Utilizámos uma abordagem de métodos mistos. Planeámos entrevistas, experiências e inquéritos para investigar de que forma a exploração está relacionada com a saúde e os comportamentos dos trabalhadores. Vamos medir os resultados de saúde, com recurso à tecnologia dos smartwatches. Numa segunda fase da investigação, manipulámos os dados e construímos alguns resultados; criámos um questionário, que pedimos às pessoas que respondessem por fases.
Identificámos assim níveis de exploração: ausência de exploração, um nível médio e outro elevado. Encontrámos diferenças entre a ausência e o nível elevado de exploração, mas nem sempre entre o nível médio e o elevado; ou seja, as pessoas, quando se sentem exploradas, identificam logo um nível máximo.
Estamos à procura de um limiar que nos responda onde está o limite, qual a tolerância a uma relação desta natureza. Tentámos manipular a intensidade e a frequência, mas entre o médio e o alto não há muita diferença. Na perceção de exploração são afetados os recursos cognitivos da pessoa e também a sua parte emocional.
Qual é o papel dos smartwatches no âmbito deste projeto?
Essa é uma parte mais complexa do projeto, porque exige autorizações e consentimento dos participantes que têm de colocar o relógio que vai registar qualidade do sono, níveis de stress, exercício físico, entre outros fatores.
Estamos muito interessados na qualidade do sono, assunto que alimenta conferências, como o sono dos trabalhadores por turno, etc. A nossa ideia é perceber se as pessoas reportam que são exploradas no trabalho e como é que isso afeta o seu sono e a sua saúde. Os participantes vão andar com *smartwatches* pelo menos 10 dias, para termos uma referência e podermos observar um padrão. Com estes aparelhos queremos ver se a parte física é afetada e de que forma o é.
Os resultados desta investigação sobre a realidade dos trabalhadores especializados nas organizações não parecem muito animadores. É possível que o estudo produza recomendações para políticas públicas?
Em 2025, gostaríamos de preparar alguns seminários de difusão com resultados do projeto. A ideia é reunir pessoas das organizações das áreas onde conseguimos chegar e mostrar os resultados. Esperamos que possa haver impacto, que as pessoas fiquem alerta e decidam agir. Há ainda a criação de um site, em português e inglês, para difundir os resultados. Gostava apenas de acrescentar que para estudar exploração nas organizações deparamo-nos naturalmente com resistência. É um tema negativo e muito sensível.

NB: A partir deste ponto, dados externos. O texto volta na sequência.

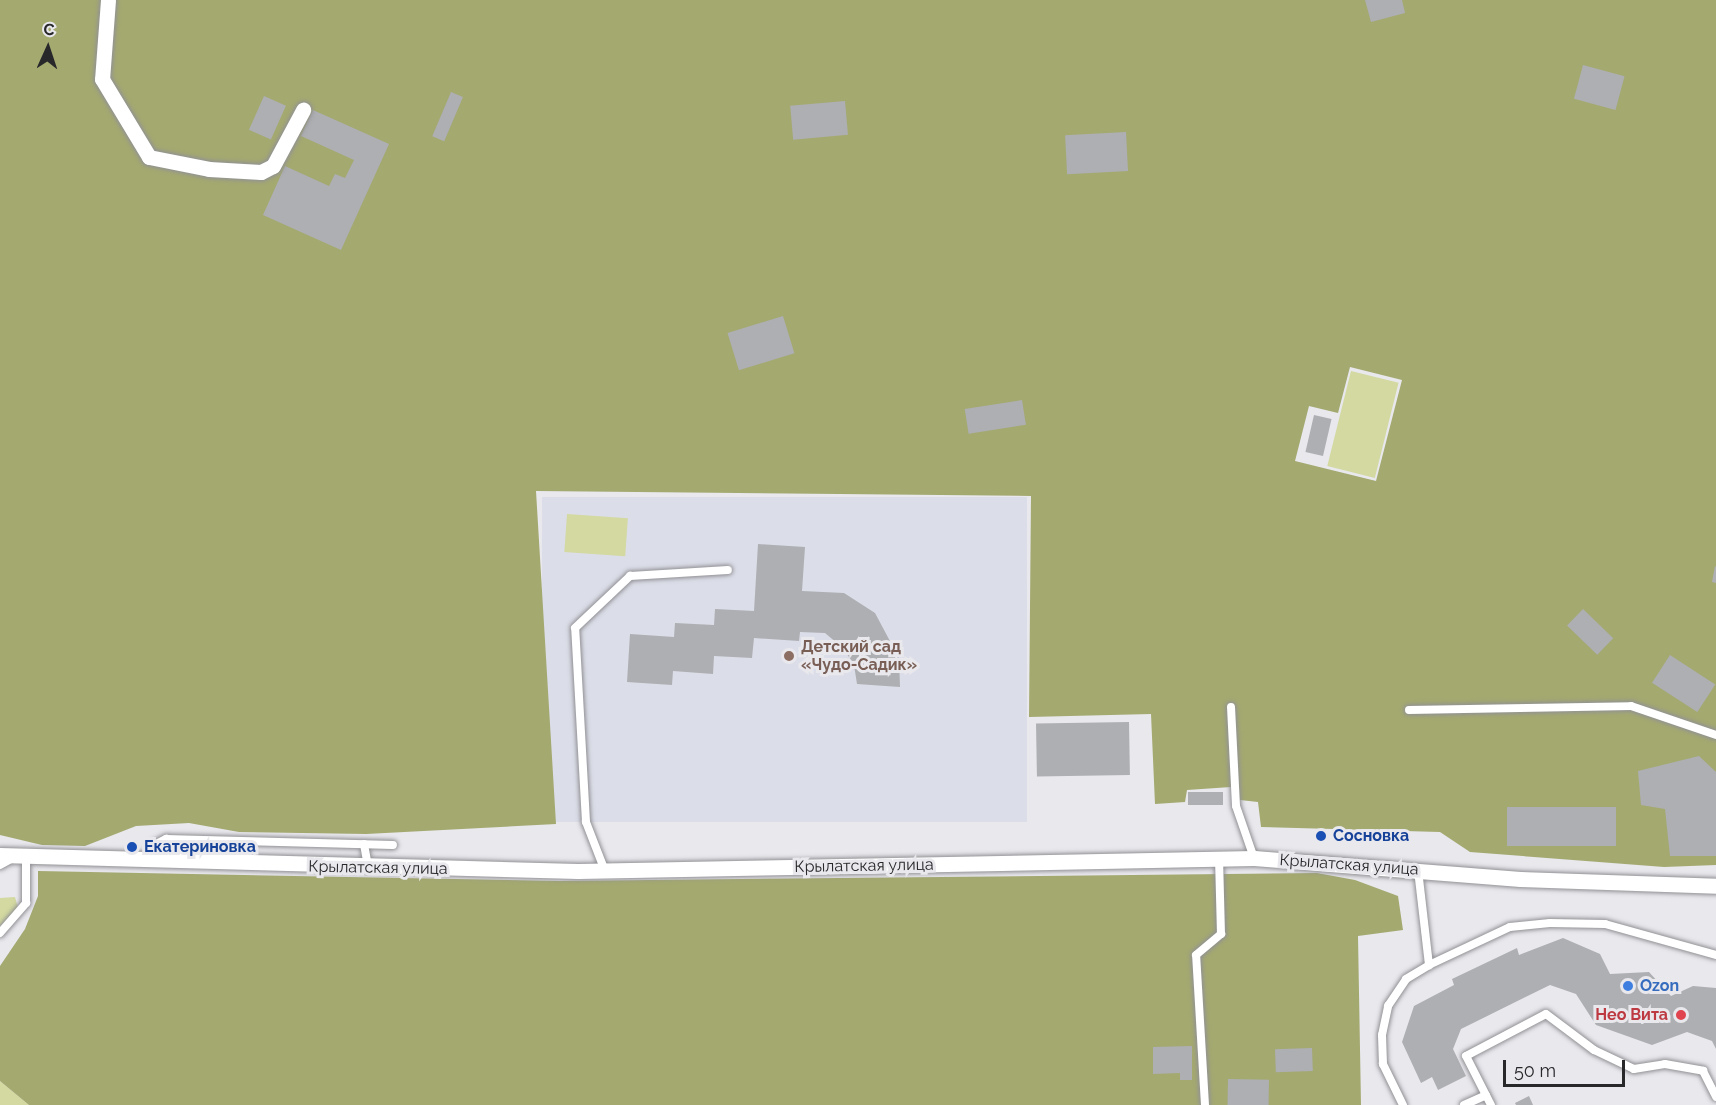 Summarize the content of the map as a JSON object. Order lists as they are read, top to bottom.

Nós não pretendemos saber se as organizações exploram as pessoas, mas se as pessoas se sentem exploradas nas organizações.

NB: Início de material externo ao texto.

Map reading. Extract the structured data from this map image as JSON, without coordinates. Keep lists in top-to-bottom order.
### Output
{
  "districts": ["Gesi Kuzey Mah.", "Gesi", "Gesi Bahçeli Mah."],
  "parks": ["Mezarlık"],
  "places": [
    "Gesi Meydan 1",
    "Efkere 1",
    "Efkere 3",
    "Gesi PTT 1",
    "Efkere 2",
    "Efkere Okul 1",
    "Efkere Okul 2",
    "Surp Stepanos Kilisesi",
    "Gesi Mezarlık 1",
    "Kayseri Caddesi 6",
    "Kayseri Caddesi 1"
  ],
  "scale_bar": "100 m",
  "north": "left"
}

«Acreditamos que os nossos resultados irão influenciar a forma como as organizações, gestores e trabalhadores encaram a relação de trabalho e o seu impacto mais amplo, nomeadamente em termos da prevalência de perceções de relações de trabalho exploradoras, do seu impacto na saúde individual e coletiva e das ferramentas que podem ser utilizadas para minimizar (e em algumas circunstâncias prevenir) este impacto negativo.
Poderá ter impacto nas políticas e estratégias organizacionais na prossecução de um local de trabalho digno e saudável e potencial para estimular debates e mais investigação sobre o que as organizações fazem quando enfrentam constrangimentos económicos. Por fim, pretende estabelecer caminhos para evitar a exploração dos trabalhadores.
Esta investigação tem características inéditas e inovadoras no panorama da gestão e estratégia de recursos humanos.»